Here's what I observe:

>>> pos = 0
>>> torch.max(torch.abs(hf_out.logits[0][pos] - tt_out[0][pos]))
tensor(0.)

>>> pos = 10
>>> torch.max(torch.abs(hf_out.logits[0][pos] - tt_out[0][pos]))
tensor(6.4603)

>>> torch.median(torch.abs(hf_out.logits[0] - tt_out[0]), axis=1).values
tensor([0.0000, 0.4157, 0.4001, 0.8757, 2.4013, 1.3230, 1.4447, 1.3762, 0.9497,
        0.8879, 0.8413, 0.9732, 1.5417, 1.0064, 1.8529, 1.9433, 1.2108, 1.4595,
        1.2758, 1.5974, 1.3994, 1.2803, 3.1988, 2.5264, 1.6579, 1.4070, 1.3072, ...
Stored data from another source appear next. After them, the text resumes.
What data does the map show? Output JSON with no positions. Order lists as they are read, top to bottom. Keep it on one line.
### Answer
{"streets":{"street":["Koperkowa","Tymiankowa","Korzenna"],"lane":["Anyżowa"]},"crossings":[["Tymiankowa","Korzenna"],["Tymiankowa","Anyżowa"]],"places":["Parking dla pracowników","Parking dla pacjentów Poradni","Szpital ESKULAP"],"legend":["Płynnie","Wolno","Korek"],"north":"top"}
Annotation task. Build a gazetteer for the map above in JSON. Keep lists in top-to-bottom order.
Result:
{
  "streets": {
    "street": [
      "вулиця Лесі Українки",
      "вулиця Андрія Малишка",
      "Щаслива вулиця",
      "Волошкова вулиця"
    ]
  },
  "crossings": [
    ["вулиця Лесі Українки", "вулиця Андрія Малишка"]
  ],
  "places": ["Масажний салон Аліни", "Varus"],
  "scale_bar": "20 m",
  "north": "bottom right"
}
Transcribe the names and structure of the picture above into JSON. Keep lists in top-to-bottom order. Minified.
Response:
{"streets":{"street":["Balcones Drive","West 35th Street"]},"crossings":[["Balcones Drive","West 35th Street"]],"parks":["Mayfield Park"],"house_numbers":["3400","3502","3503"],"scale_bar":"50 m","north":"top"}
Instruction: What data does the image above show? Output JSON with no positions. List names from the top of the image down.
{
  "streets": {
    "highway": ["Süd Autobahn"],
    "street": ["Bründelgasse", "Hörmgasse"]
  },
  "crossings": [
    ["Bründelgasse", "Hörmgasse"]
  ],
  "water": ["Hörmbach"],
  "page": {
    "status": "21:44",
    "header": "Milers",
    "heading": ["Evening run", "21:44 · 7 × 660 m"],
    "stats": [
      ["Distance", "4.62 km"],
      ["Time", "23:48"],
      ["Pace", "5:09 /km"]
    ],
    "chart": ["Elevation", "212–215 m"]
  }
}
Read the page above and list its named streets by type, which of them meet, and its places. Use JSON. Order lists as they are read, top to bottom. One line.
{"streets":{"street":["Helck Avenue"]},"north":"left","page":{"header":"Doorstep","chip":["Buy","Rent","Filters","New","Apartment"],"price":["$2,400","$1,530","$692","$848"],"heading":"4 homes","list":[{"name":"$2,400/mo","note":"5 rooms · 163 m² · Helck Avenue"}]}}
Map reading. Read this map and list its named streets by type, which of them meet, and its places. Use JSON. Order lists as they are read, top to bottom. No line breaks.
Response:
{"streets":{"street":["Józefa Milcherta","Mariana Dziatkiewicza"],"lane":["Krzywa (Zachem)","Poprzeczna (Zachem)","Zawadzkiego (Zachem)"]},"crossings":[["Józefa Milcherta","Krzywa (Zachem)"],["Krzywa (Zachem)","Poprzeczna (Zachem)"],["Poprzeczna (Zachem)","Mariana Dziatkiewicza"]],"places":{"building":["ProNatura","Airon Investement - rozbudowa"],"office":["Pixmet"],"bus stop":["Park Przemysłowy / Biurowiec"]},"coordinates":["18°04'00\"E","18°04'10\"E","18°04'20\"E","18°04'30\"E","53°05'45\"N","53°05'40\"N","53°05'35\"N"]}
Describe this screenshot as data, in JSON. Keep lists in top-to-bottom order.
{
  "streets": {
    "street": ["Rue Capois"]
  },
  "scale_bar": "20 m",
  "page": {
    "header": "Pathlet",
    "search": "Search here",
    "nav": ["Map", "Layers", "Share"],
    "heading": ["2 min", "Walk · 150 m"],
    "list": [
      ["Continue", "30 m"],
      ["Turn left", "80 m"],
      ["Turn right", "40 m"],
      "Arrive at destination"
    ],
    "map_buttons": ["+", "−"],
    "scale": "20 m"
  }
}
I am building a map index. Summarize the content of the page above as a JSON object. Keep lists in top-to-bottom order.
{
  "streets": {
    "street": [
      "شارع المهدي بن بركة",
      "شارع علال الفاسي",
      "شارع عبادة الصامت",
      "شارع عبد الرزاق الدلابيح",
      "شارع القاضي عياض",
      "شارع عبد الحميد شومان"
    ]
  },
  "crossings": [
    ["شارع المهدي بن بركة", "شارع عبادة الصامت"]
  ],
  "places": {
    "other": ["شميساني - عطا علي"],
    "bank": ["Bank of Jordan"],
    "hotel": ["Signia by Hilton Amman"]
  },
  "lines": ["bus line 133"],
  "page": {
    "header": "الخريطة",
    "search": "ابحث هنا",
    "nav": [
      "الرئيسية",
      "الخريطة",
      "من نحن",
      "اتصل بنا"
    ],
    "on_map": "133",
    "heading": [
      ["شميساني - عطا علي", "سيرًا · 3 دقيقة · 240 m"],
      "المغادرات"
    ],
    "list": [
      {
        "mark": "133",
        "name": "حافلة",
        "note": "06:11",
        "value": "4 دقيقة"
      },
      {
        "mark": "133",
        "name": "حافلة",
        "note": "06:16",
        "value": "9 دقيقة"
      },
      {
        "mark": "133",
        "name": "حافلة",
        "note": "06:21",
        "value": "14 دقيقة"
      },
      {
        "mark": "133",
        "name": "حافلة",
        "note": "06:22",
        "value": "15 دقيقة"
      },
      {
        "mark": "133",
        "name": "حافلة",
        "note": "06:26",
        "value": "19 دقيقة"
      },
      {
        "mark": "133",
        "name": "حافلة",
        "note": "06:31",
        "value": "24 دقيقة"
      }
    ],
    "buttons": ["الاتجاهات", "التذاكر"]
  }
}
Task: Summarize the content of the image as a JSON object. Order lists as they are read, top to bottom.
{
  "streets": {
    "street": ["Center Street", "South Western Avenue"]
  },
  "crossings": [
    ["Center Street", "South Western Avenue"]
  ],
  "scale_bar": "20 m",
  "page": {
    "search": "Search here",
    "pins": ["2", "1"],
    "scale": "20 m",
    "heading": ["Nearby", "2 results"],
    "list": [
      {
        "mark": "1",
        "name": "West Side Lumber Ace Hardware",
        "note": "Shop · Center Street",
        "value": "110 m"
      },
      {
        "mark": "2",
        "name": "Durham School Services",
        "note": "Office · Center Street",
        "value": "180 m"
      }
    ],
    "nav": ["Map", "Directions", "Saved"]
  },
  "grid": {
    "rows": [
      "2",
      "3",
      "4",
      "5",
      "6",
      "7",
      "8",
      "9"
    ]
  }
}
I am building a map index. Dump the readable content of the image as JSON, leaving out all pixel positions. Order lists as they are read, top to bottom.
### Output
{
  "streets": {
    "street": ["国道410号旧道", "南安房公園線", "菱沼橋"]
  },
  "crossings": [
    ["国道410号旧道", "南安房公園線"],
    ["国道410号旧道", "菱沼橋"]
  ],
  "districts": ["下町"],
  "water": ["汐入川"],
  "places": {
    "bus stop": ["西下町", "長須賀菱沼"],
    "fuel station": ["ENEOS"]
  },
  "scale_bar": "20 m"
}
>>> torch.max(torch.abs(hf_out.logits[0] - tt_out[0]), axis=1).values
tensor([ 0.0000,  2.8457,  2.9103,  6.2893, 16.3794, 10.7218, 10.5545,  9.7847,
         6.7109,  7.1883,  6.8754,  8.0629, 11.5977,  8.3435, 14.6050, 10.5954,
         8.3610, 12.5571,  9.7235, 11.8763, 12.1868, 10.1667, 22.2543, 17.2351, ...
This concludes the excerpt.